Each line below that carries the string "true" must appear in the answer.
:: Data for review ::
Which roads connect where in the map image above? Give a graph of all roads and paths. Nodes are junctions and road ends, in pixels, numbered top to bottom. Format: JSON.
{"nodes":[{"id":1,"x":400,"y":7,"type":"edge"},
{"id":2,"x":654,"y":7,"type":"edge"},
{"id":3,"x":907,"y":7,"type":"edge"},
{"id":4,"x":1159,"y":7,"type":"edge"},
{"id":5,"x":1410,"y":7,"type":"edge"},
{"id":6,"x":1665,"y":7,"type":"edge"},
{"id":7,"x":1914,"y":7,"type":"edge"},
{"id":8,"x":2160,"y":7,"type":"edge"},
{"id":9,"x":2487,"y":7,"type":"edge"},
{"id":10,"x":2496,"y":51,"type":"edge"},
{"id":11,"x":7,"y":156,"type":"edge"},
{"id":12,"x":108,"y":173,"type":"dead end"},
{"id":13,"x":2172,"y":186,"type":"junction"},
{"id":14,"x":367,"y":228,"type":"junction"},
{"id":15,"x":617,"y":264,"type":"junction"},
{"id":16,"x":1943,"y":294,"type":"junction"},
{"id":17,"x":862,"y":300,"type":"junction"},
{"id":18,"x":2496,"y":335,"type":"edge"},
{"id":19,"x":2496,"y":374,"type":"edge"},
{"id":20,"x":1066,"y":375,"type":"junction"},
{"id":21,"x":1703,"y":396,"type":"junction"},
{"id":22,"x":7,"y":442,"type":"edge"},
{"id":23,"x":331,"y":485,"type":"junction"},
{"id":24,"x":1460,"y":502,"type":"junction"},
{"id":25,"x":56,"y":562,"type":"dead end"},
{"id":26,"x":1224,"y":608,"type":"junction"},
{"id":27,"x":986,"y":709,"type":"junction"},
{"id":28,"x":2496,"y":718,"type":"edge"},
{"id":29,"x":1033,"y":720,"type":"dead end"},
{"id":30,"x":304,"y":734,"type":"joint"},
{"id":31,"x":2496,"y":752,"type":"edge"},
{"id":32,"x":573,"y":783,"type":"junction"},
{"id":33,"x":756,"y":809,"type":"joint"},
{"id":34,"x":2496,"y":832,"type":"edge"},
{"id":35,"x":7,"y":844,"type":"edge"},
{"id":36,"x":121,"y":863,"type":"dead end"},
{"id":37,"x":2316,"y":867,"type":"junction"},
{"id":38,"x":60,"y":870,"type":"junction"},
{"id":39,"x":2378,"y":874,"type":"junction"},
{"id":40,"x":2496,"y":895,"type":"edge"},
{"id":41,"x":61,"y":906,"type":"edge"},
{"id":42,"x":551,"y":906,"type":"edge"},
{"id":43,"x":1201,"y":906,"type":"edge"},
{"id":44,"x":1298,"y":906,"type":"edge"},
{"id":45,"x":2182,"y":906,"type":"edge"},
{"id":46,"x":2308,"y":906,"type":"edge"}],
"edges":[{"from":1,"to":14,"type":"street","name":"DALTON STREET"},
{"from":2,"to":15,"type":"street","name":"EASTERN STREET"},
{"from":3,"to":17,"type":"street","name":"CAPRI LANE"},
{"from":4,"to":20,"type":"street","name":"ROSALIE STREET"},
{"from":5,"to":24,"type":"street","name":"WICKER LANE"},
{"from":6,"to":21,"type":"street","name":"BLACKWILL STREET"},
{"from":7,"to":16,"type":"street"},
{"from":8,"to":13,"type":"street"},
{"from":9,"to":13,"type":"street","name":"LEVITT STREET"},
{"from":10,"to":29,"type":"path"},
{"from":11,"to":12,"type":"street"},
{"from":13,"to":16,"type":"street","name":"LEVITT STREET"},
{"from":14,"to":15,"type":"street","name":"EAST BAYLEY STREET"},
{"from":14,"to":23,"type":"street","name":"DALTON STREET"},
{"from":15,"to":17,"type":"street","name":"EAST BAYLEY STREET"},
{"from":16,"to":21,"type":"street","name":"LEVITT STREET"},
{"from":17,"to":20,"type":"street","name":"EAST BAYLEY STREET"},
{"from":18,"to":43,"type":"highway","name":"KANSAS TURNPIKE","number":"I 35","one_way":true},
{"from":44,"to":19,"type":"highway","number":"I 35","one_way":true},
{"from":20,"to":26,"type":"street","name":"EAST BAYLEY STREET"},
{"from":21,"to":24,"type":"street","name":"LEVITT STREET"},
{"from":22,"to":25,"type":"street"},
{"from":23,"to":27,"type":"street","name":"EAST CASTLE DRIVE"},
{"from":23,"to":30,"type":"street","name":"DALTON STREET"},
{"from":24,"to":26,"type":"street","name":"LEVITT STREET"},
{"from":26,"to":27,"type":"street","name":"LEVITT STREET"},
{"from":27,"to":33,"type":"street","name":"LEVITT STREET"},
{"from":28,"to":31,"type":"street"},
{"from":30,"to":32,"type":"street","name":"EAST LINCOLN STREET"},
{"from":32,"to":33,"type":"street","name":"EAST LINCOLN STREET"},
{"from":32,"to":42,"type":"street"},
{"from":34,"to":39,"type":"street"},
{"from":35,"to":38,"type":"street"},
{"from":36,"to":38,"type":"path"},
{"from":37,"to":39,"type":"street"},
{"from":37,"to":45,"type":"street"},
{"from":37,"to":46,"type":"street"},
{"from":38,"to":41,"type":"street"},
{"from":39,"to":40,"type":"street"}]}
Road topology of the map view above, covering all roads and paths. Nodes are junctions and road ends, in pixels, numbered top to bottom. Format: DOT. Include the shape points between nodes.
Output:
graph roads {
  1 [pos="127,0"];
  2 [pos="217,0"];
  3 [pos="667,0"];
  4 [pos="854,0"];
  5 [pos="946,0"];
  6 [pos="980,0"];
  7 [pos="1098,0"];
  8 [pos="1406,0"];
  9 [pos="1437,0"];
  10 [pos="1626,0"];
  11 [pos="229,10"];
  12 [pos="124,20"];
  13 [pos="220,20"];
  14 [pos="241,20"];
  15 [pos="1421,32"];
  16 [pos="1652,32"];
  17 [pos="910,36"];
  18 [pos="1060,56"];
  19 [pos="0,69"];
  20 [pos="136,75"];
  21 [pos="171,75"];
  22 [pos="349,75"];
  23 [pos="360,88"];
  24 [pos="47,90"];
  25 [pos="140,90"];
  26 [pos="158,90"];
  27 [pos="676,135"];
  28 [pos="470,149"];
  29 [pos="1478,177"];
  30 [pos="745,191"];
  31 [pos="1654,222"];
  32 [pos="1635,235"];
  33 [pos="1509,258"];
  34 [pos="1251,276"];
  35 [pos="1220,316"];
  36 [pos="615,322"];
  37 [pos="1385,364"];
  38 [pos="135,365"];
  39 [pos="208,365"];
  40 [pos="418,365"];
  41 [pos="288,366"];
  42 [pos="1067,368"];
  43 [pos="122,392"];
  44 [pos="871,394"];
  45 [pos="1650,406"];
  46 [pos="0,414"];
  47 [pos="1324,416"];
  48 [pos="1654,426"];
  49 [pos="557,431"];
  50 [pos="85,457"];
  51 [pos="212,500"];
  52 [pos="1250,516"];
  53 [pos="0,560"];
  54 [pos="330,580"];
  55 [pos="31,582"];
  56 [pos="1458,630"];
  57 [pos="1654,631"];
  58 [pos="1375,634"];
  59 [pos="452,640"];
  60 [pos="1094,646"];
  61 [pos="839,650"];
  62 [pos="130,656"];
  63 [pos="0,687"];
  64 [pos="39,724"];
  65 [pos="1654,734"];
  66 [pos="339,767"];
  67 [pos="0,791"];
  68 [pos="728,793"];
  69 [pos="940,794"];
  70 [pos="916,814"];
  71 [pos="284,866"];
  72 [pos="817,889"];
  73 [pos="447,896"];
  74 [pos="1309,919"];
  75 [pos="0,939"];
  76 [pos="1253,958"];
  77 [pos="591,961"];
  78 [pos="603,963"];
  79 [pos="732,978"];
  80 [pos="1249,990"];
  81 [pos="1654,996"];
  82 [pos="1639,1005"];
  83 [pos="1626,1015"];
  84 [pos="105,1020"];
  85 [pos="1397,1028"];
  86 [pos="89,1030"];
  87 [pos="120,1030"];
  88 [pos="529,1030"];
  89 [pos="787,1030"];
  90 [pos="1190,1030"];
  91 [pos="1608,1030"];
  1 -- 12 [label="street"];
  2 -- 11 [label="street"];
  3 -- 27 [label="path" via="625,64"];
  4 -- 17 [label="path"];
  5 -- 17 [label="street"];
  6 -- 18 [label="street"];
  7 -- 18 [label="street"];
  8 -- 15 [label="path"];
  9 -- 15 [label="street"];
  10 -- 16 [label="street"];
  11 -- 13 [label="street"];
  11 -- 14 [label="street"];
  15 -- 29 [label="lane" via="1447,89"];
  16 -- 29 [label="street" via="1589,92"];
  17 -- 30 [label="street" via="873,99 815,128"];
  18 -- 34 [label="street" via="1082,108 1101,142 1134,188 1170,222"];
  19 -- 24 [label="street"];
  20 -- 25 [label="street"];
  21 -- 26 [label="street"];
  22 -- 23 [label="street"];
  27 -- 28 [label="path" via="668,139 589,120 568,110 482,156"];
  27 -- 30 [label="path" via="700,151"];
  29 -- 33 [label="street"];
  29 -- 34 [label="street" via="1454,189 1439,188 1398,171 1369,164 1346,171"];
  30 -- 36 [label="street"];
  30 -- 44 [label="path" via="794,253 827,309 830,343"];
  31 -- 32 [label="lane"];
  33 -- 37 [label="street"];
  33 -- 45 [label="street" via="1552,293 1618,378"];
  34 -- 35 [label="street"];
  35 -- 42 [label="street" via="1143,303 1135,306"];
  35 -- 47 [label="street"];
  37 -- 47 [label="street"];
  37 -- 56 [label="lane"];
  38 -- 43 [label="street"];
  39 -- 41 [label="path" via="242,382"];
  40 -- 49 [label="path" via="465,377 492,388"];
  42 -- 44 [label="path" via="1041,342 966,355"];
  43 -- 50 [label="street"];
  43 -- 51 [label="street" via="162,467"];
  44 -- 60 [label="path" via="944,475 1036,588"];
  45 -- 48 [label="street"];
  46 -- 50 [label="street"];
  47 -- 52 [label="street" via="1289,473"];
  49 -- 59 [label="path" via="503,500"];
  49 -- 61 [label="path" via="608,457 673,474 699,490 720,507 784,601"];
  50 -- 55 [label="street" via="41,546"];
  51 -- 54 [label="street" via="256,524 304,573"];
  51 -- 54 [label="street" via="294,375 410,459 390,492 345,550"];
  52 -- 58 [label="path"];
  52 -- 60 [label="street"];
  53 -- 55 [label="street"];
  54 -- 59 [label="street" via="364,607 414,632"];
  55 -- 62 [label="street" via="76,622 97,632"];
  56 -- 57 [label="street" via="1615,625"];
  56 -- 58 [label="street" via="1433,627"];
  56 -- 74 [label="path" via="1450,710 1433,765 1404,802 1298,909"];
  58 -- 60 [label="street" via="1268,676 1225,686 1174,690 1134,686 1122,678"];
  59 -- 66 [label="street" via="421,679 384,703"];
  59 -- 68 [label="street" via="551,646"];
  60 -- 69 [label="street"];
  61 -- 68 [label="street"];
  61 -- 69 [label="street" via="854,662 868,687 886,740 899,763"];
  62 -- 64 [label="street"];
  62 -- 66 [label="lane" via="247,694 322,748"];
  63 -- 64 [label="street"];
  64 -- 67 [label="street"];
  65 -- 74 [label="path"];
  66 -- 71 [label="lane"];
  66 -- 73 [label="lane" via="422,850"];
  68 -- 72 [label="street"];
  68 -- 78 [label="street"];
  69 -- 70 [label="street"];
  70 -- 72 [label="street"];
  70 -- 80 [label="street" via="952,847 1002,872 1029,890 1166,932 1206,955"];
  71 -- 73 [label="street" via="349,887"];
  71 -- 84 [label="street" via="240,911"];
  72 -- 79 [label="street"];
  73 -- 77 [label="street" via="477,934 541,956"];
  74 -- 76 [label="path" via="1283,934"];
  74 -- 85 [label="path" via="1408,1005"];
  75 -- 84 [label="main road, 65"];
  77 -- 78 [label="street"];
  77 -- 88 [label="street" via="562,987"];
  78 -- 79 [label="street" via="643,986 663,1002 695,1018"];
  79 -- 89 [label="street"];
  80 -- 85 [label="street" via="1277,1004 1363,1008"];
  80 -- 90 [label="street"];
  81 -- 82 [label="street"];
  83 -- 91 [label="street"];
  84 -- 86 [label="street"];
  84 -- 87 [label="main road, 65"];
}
:::
▶ _Response box_
{"from":18,"to":43,"type":"highway","name":"KANSAS TURNPIKE","number":"I 35","one_way":true},
{"from":44,"to":19,"type":"highway","number":"I 35","one_way":true},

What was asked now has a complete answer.